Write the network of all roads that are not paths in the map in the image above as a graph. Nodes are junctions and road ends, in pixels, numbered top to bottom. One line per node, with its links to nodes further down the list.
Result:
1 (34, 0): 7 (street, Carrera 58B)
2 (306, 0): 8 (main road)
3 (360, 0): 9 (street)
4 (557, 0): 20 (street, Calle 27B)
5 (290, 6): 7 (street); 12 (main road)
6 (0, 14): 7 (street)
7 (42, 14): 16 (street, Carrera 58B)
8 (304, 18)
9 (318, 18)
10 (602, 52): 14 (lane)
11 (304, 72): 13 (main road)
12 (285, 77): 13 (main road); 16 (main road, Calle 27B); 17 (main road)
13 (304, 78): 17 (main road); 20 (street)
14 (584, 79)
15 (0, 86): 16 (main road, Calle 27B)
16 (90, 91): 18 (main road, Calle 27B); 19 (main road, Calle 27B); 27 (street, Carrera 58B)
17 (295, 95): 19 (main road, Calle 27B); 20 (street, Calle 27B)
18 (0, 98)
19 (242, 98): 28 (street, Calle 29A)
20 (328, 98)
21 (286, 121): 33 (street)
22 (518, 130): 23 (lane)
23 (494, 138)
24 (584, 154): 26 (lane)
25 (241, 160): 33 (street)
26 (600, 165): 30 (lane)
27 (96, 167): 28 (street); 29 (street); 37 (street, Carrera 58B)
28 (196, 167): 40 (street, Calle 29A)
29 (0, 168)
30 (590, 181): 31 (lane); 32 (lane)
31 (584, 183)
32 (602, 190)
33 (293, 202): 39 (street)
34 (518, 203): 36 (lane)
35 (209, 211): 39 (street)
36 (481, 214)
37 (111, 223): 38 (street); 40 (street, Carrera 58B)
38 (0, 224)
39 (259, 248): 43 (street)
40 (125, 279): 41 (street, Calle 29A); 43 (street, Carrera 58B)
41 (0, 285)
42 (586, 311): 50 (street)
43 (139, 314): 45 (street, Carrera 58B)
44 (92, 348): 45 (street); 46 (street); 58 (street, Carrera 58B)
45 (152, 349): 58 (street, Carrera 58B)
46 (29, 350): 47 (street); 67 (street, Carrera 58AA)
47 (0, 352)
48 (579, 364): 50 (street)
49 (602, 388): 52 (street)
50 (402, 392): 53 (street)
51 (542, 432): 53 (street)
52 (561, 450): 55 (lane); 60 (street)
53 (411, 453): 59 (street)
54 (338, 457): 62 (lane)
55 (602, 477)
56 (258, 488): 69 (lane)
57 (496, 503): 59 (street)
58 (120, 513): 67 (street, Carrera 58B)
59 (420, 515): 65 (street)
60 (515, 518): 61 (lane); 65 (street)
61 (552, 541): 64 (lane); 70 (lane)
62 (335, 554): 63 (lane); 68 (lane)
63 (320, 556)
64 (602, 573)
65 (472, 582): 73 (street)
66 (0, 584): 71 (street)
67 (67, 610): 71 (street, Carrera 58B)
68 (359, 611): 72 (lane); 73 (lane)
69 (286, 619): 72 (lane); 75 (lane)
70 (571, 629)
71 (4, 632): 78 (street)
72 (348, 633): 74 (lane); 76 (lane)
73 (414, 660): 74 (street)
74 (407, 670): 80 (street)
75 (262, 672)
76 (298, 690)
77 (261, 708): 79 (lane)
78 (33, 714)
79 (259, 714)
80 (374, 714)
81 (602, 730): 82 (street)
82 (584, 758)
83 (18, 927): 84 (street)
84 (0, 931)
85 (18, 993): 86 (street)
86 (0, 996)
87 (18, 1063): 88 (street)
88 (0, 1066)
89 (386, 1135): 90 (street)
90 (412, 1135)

-----

# EXERCISE PROMPT
For the records above, state the number of lines that contain "road", and provide nothing further.

# REPLY TO THE EXERCISE
9